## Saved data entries

--- START ---

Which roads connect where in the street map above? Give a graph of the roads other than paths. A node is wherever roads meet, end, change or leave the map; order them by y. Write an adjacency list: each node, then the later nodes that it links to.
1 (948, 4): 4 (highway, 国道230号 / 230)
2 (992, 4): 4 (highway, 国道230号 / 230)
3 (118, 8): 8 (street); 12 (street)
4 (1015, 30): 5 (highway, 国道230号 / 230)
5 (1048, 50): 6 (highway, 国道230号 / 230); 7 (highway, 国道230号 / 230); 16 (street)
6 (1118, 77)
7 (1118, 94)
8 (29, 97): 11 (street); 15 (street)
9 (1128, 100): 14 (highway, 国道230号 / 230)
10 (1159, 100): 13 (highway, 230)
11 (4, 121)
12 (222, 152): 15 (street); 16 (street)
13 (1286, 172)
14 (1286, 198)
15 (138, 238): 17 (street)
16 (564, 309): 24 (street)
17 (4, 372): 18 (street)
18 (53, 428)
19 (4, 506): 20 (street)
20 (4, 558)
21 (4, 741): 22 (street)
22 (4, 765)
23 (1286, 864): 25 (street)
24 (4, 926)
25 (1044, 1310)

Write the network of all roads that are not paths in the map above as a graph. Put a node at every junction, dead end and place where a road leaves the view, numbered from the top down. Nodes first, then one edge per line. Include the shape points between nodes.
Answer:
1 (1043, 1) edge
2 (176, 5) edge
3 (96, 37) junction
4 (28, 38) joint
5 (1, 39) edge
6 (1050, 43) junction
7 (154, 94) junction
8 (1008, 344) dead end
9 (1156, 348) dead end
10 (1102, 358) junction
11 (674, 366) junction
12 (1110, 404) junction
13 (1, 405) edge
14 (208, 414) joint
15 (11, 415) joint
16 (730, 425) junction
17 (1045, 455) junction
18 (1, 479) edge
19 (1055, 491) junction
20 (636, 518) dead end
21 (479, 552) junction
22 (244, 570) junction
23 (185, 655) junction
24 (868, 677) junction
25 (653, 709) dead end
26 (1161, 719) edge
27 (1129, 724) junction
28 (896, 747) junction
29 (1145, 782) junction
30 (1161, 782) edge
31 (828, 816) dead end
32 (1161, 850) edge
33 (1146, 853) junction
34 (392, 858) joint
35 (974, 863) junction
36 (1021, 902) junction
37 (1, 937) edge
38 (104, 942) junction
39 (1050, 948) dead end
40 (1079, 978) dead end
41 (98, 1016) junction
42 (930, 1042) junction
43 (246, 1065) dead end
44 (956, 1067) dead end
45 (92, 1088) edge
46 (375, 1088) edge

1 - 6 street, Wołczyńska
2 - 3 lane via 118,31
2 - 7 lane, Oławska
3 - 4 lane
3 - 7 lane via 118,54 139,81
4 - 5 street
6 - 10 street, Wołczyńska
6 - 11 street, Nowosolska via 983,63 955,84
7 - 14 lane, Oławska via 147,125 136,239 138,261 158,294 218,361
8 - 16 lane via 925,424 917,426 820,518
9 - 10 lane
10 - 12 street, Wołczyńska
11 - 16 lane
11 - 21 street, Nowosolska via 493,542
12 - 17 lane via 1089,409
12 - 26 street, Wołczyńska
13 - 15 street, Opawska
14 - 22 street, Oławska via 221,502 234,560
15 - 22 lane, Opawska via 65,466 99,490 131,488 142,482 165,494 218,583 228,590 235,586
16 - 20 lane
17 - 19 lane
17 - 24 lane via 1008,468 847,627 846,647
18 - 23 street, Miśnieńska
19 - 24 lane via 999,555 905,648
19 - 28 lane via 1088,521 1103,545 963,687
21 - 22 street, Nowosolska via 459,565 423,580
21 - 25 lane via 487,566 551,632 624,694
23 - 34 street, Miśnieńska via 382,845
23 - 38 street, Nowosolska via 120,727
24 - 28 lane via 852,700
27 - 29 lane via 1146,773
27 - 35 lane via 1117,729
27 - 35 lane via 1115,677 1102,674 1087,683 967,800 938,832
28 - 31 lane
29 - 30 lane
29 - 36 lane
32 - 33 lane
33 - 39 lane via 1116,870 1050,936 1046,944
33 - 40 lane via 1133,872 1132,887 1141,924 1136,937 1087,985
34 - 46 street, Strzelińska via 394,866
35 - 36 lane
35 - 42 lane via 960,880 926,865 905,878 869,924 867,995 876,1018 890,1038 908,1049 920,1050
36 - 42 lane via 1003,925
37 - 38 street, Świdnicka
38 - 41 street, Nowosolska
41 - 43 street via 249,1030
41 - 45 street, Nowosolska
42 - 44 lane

--- END ---

All entries shown above should be printed again exactly.

Which roads connect where in the street map above? Give a graph of the roads other than paths. A node is wherever roads meet, end, change or leave the map; order them by y. Write an adjacency list: each node, then the later nodes that it links to.
1 (948, 4): 4 (highway, 国道230号 / 230)
2 (992, 4): 4 (highway, 国道230号 / 230)
3 (118, 8): 8 (street); 12 (street)
4 (1015, 30): 5 (highway, 国道230号 / 230)
5 (1048, 50): 6 (highway, 国道230号 / 230); 7 (highway, 国道230号 / 230); 16 (street)
6 (1118, 77)
7 (1118, 94)
8 (29, 97): 11 (street); 15 (street)
9 (1128, 100): 14 (highway, 国道230号 / 230)
10 (1159, 100): 13 (highway, 230)
11 (4, 121)
12 (222, 152): 15 (street); 16 (street)
13 (1286, 172)
14 (1286, 198)
15 (138, 238): 17 (street)
16 (564, 309): 24 (street)
17 (4, 372): 18 (street)
18 (53, 428)
19 (4, 506): 20 (street)
20 (4, 558)
21 (4, 741): 22 (street)
22 (4, 765)
23 (1286, 864): 25 (street)
24 (4, 926)
25 (1044, 1310)

Write the network of all roads that are not paths in the map above as a graph. Put a node at every junction, dead end and place where a road leaves the view, numbered from the top down. Nodes first, then one edge per line. Include the shape points between nodes.
Answer:
1 (1043, 1) edge
2 (176, 5) edge
3 (96, 37) junction
4 (28, 38) joint
5 (1, 39) edge
6 (1050, 43) junction
7 (154, 94) junction
8 (1008, 344) dead end
9 (1156, 348) dead end
10 (1102, 358) junction
11 (674, 366) junction
12 (1110, 404) junction
13 (1, 405) edge
14 (208, 414) joint
15 (11, 415) joint
16 (730, 425) junction
17 (1045, 455) junction
18 (1, 479) edge
19 (1055, 491) junction
20 (636, 518) dead end
21 (479, 552) junction
22 (244, 570) junction
23 (185, 655) junction
24 (868, 677) junction
25 (653, 709) dead end
26 (1161, 719) edge
27 (1129, 724) junction
28 (896, 747) junction
29 (1145, 782) junction
30 (1161, 782) edge
31 (828, 816) dead end
32 (1161, 850) edge
33 (1146, 853) junction
34 (392, 858) joint
35 (974, 863) junction
36 (1021, 902) junction
37 (1, 937) edge
38 (104, 942) junction
39 (1050, 948) dead end
40 (1079, 978) dead end
41 (98, 1016) junction
42 (930, 1042) junction
43 (246, 1065) dead end
44 (956, 1067) dead end
45 (92, 1088) edge
46 (375, 1088) edge

1 - 6 street, Wołczyńska
2 - 3 lane via 118,31
2 - 7 lane, Oławska
3 - 4 lane
3 - 7 lane via 118,54 139,81
4 - 5 street
6 - 10 street, Wołczyńska
6 - 11 street, Nowosolska via 983,63 955,84
7 - 14 lane, Oławska via 147,125 136,239 138,261 158,294 218,361
8 - 16 lane via 925,424 917,426 820,518
9 - 10 lane
10 - 12 street, Wołczyńska
11 - 16 lane
11 - 21 street, Nowosolska via 493,542
12 - 17 lane via 1089,409
12 - 26 street, Wołczyńska
13 - 15 street, Opawska
14 - 22 street, Oławska via 221,502 234,560
15 - 22 lane, Opawska via 65,466 99,490 131,488 142,482 165,494 218,583 228,590 235,586
16 - 20 lane
17 - 19 lane
17 - 24 lane via 1008,468 847,627 846,647
18 - 23 street, Miśnieńska
19 - 24 lane via 999,555 905,648
19 - 28 lane via 1088,521 1103,545 963,687
21 - 22 street, Nowosolska via 459,565 423,580
21 - 25 lane via 487,566 551,632 624,694
23 - 34 street, Miśnieńska via 382,845
23 - 38 street, Nowosolska via 120,727
24 - 28 lane via 852,700
27 - 29 lane via 1146,773
27 - 35 lane via 1117,729
27 - 35 lane via 1115,677 1102,674 1087,683 967,800 938,832
28 - 31 lane
29 - 30 lane
29 - 36 lane
32 - 33 lane
33 - 39 lane via 1116,870 1050,936 1046,944
33 - 40 lane via 1133,872 1132,887 1141,924 1136,937 1087,985
34 - 46 street, Strzelińska via 394,866
35 - 36 lane
35 - 42 lane via 960,880 926,865 905,878 869,924 867,995 876,1018 890,1038 908,1049 920,1050
36 - 42 lane via 1003,925
37 - 38 street, Świdnicka
38 - 41 street, Nowosolska
41 - 43 street via 249,1030
41 - 45 street, Nowosolska
42 - 44 lane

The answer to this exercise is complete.